On third Thursdays, the Weekly Word Workshop opens its doors to people of all ages for their Lit Cypher. The cypher (or cipher), which has its origins in hip-hop culture, is something like a jam session in which artists take turns freestyling in a supportive environment.

“It’s a space where everyone is cool with messing up, just being themselves, and flowing,” said Abdussabur. It’s also a time when participants can learn from more experienced artists as well as taking new risks to expand their own art.

Midnight 1

Plenty of teens tried out poems on the mic last Thursday. Tarishi “M.I.D.N.I.G.H.T.” Shuler (pictured above), one of The Word’s Jedi Wordsmiths, gave a polished performance that demonstrated just what those young performers are working towards. His resonant voice filled the space without the microphone and he used his entire body to convey each poem.

Guns and cameras are too much alike...
My father says “cheese,”
All I hear is “freeze,”
Never knowing if I’m posing for a family portrait
Or my own obituary

In honor of the album release, the cypher had participants questioning “What am I a citizen of?” After an activation in which pairs of attendees found an action and sound that represented their answer, Artistic Director and Word Founder Aaron Jafferis encouraged participants to incorporate the action and sound as sensory details into a new poem about being a citizen. There was time for everyone to grab a piece of paper—or take out their phone—find a quiet corner and maybe a friend, and write.

During the open mic session that followed, Taylor Rozetta stepped forward to share what she had written.

“I am a citizen of hope. How funny. I used to think hope was for suckers,” she began. The audience was quiet, soaking in what she had to say. Her poem captured the desperate feeling that comes “when what you hoped for doesn’t come true,” before taking a more positive turn at the end.

“I wasn’t hopeful until today,” she finished. “Tonight I allow myself to dream without boundaries.”

Alea Rozetta

After several more poets shared, Rozetta and her sister Tatyana encouraged their mother Alea Rozetta to take the mic.
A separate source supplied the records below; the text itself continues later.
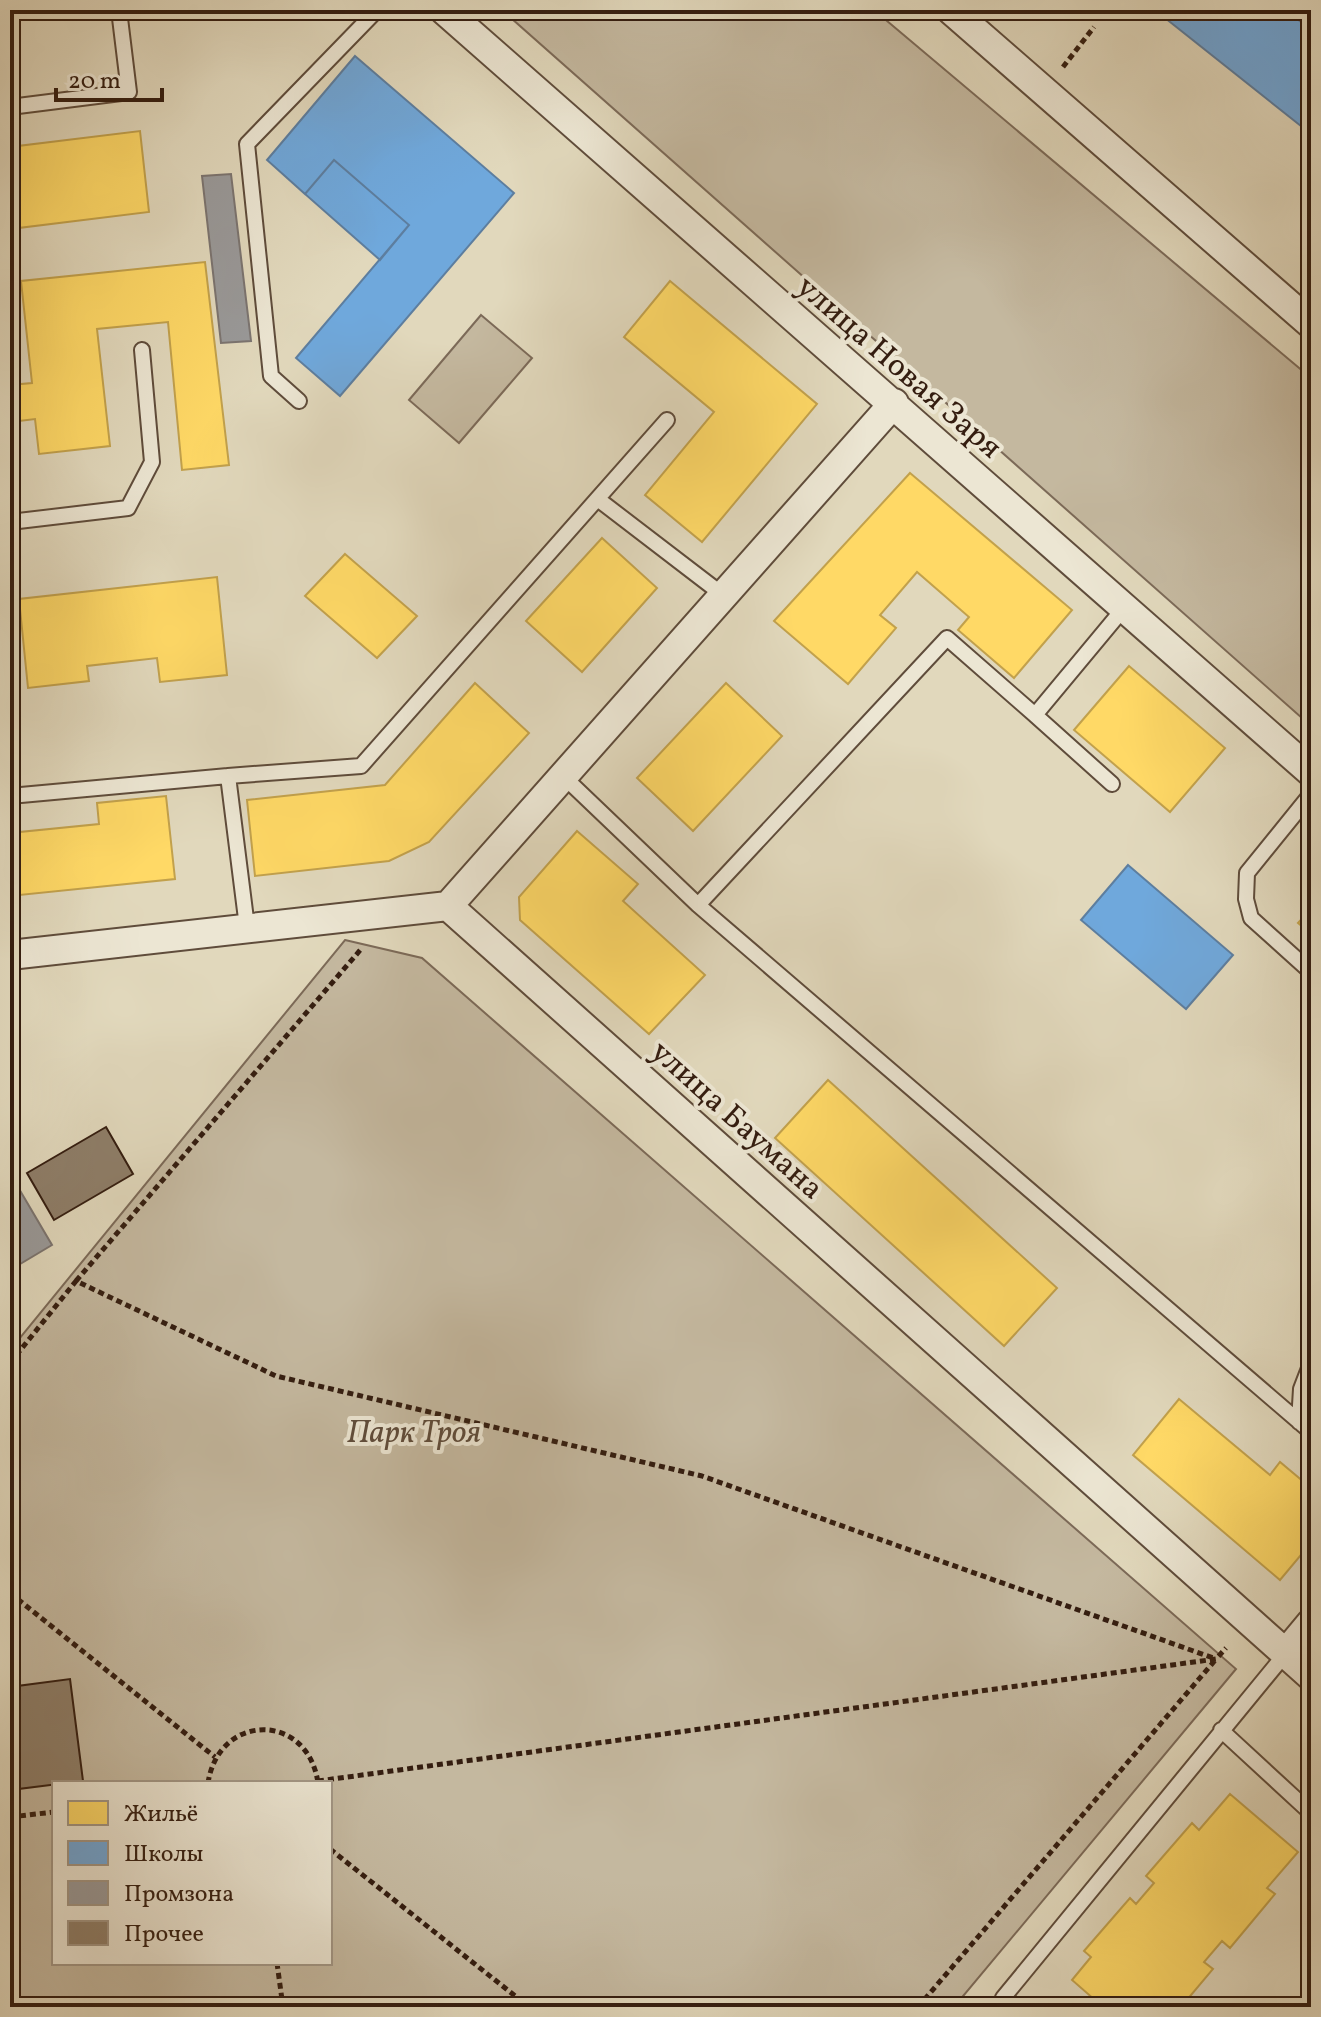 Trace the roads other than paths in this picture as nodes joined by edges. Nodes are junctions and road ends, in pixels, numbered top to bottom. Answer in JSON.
{"nodes":[{"id":1,"x":119,"y":10,"type":"edge"},
{"id":2,"x":377,"y":10,"type":"edge"},
{"id":3,"x":444,"y":10,"type":"edge"},
{"id":4,"x":951,"y":10,"type":"edge"},
{"id":5,"x":10,"y":107,"type":"edge"},
{"id":6,"x":1311,"y":324,"type":"edge"},
{"id":7,"x":142,"y":350,"type":"dead end"},
{"id":8,"x":299,"y":401,"type":"dead end"},
{"id":9,"x":894,"y":403,"type":"junction"},
{"id":10,"x":667,"y":420,"type":"dead end"},
{"id":11,"x":599,"y":500,"type":"junction"},
{"id":12,"x":10,"y":522,"type":"edge"},
{"id":13,"x":723,"y":595,"type":"junction"},
{"id":14,"x":1124,"y":608,"type":"junction"},
{"id":15,"x":1035,"y":715,"type":"junction"},
{"id":16,"x":1311,"y":772,"type":"edge"},
{"id":17,"x":228,"y":776,"type":"junction"},
{"id":18,"x":563,"y":776,"type":"junction"},
{"id":19,"x":1112,"y":784,"type":"dead end"},
{"id":20,"x":1311,"y":794,"type":"edge"},
{"id":21,"x":10,"y":796,"type":"edge"},
{"id":22,"x":698,"y":905,"type":"junction"},
{"id":23,"x":448,"y":906,"type":"junction"},
{"id":24,"x":247,"y":927,"type":"junction"},
{"id":25,"x":10,"y":955,"type":"edge"},
{"id":26,"x":1311,"y":972,"type":"edge"},
{"id":27,"x":1311,"y":1363,"type":"edge"},
{"id":28,"x":1299,"y":1422,"type":"junction"},
{"id":29,"x":1311,"y":1432,"type":"edge"},
{"id":30,"x":1311,"y":1623,"type":"edge"},
{"id":31,"x":1286,"y":1653,"type":"junction"},
{"id":32,"x":1311,"y":1676,"type":"edge"},
{"id":33,"x":1221,"y":1730,"type":"junction"},
{"id":34,"x":1311,"y":1813,"type":"edge"},
{"id":35,"x":1003,"y":1998,"type":"dead end"}],
"edges":[{"from":1,"to":5,"type":"lane"},
{"from":2,"to":8,"type":"lane"},
{"from":3,"to":9,"type":"street","name":"улица Новая Заря"},
{"from":4,"to":6,"type":"street"},
{"from":7,"to":12,"type":"lane"},
{"from":9,"to":13,"type":"street"},
{"from":9,"to":14,"type":"street","name":"улица Новая Заря"},
{"from":10,"to":11,"type":"lane"},
{"from":11,"to":13,"type":"lane"},
{"from":11,"to":17,"type":"lane"},
{"from":13,"to":18,"type":"street"},
{"from":14,"to":15,"type":"lane"},
{"from":14,"to":16,"type":"street","name":"улица Новая Заря"},
{"from":15,"to":19,"type":"lane"},
{"from":15,"to":22,"type":"lane"},
{"from":17,"to":21,"type":"lane"},
{"from":17,"to":24,"type":"lane"},
{"from":18,"to":22,"type":"lane"},
{"from":18,"to":23,"type":"street"},
{"from":20,"to":26,"type":"lane"},
{"from":22,"to":28,"type":"lane"},
{"from":23,"to":24,"type":"street"},
{"from":23,"to":31,"type":"street","name":"улица Баумана"},
{"from":24,"to":25,"type":"street"},
{"from":27,"to":28,"type":"lane"},
{"from":28,"to":29,"type":"lane"},
{"from":30,"to":31,"type":"street"},
{"from":31,"to":32,"type":"street","name":"улица Баумана"},
{"from":31,"to":33,"type":"lane"},
{"from":33,"to":34,"type":"lane"},
{"from":33,"to":35,"type":"lane"}]}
“I’m a citizen of … I’ll tell you later. Maybe,” she read. “I don’t belong here. I’m on my way home.”

“That’s my mom!” the girls called out, applauding loudly when she finished.

“Every time they tell me to get up there, but what I write usually stays in a book,” said Alea Rozetta after she read. But that night she got an extra push from her older daughter Tatyana after showing her what she had composed—“Mom, you have to get up there!”—and it was a positive experience for her. “They’re very receptive and accepting. There’s no judgement,” she said.

While her older sister attends Bard College in New York, younger daughter Taylor has participated in The Word for four years and now comes every week to the Thursday workshops.

“My school just shoves academics down our throat,” she said. “To come here and be able to express myself without a text book is nice.”

Alea Rozetta says she’s a fan of the program as well. “It helps her express herself,” she said, referring to her daughter. “It helps her release the anxiety and pressure from school. If she didn’t have this, lots of things would get bottled up and wouldn’t be released or would be released in the wrong way.”

“I wish more young people would come. I wish they knew that it doesn’t have to rhyme; they can just say what they feel,” she added. “And they teach you how to express yourself. It’s a good forum for everyone.”